= The Devil's Cockpit =

1967 novel by Manning Lee Stokes

The Devil's Cockpit is the 23rd novel in the long-running Nick Carter-Killmaster series of spy novels. Carter is a US secret agent, code-named N-3, with the rank of Killmaster. He works for AXE – a secret arm of the US intelligence services.

==Publishing history==
The book was first published in 1967 (Number A238X) by Award Books part of the Beacon-Signal division of Universal Publishing and Distributing Corporation (New York, USA), part of the Conde Nast Publications Inc. The novel was written by Manning Lee Stokes. Copyright was registered on 10 July 1967.

==Plot summary==
The novel is set in September 1966.

Carter is summoned to Hawk's office where he meets a representative of the CIA. Carter is shown a box containing the shriveled genitals of a man – the only remains of a CIA agent investigating a communist pornography ring based in Budapest, Hungary. Assisted by Hollywood movie director, Preston Mohr, AXE identifies the films as the work of Michael Blackstone – a once famous director blacklisted and forced into exile during anti-communist purges. Several of the films feature Mona Manning – a former Hollywood actress forced into making pornography due to her waning career and poor mental health.

Carter is ordered to infiltrate the pornography ring and targets Paulus Werner – a West German national who recruits young women from the UK and Western Europe for the pornographers under the cover of a travelling theatrical troupe. Werner was last seen in London by the CIA agent who was subsequently murdered and mutilated.

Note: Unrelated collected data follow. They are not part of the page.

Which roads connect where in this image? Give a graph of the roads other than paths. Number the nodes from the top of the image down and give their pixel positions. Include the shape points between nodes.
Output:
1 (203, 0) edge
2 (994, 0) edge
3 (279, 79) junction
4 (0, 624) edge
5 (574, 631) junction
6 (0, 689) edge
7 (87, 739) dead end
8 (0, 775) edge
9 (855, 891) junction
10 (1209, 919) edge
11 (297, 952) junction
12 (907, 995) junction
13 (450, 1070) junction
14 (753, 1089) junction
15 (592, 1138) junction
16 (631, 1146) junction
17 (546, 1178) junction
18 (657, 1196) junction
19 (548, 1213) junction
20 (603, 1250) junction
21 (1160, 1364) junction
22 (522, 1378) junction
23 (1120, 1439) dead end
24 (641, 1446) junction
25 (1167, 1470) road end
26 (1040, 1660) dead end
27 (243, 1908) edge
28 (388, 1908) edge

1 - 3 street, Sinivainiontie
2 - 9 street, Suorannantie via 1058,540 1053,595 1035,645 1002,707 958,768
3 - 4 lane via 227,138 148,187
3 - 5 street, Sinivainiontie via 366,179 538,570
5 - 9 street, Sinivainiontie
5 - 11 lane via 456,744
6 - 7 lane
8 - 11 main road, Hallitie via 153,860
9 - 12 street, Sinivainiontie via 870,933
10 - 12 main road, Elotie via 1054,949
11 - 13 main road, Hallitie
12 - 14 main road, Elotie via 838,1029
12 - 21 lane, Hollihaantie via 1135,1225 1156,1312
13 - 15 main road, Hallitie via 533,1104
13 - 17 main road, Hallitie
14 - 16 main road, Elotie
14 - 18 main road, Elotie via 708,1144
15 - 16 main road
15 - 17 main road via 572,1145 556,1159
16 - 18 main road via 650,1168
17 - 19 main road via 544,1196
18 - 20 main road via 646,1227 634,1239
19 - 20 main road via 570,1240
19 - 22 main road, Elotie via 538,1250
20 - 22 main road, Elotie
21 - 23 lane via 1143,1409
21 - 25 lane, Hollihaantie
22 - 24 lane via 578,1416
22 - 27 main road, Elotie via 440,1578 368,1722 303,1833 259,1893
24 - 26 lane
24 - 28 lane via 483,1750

Carter goes to London and stakes out Soho posing as spiv Nathan Connors. He picks up Pamela Martin, an English prostitute, and discovers that she is familiar with Paulus Werner's attempts to recruit prostitutes for overseas trips. Carter offers Pamela GBP 50 to bring Werner to her flat on the pretext of being interested in going to Europe with him. Carter lies in wait and interrogates Werner when he returns with Pamela. Werner identifies Bela Kojak as his contact in Budapest and reveals that the entire pornography ring is organized by the mysterious Dr Miljas Eros with the involvement of Chinese diplomat, Fang Chi. Carter kills Werner.

Carter recruits Pamela with the promise of a job in AXE if the mission is successful. Posing as Jacob Werner, Paulus Werner's cousin, Carter and Pam lead the theatrical troupe by train from Vienna to Budapest. At their hotel, Carter discovers a stash of heroin hidden in the theatrical troupe's equipment and suspects Paulus Werner of operating a clandestine drug smuggling ring. In Pest, Carter hires a small boat to take him up the Danube to Vác, where Michael Blackstone lives in a villa.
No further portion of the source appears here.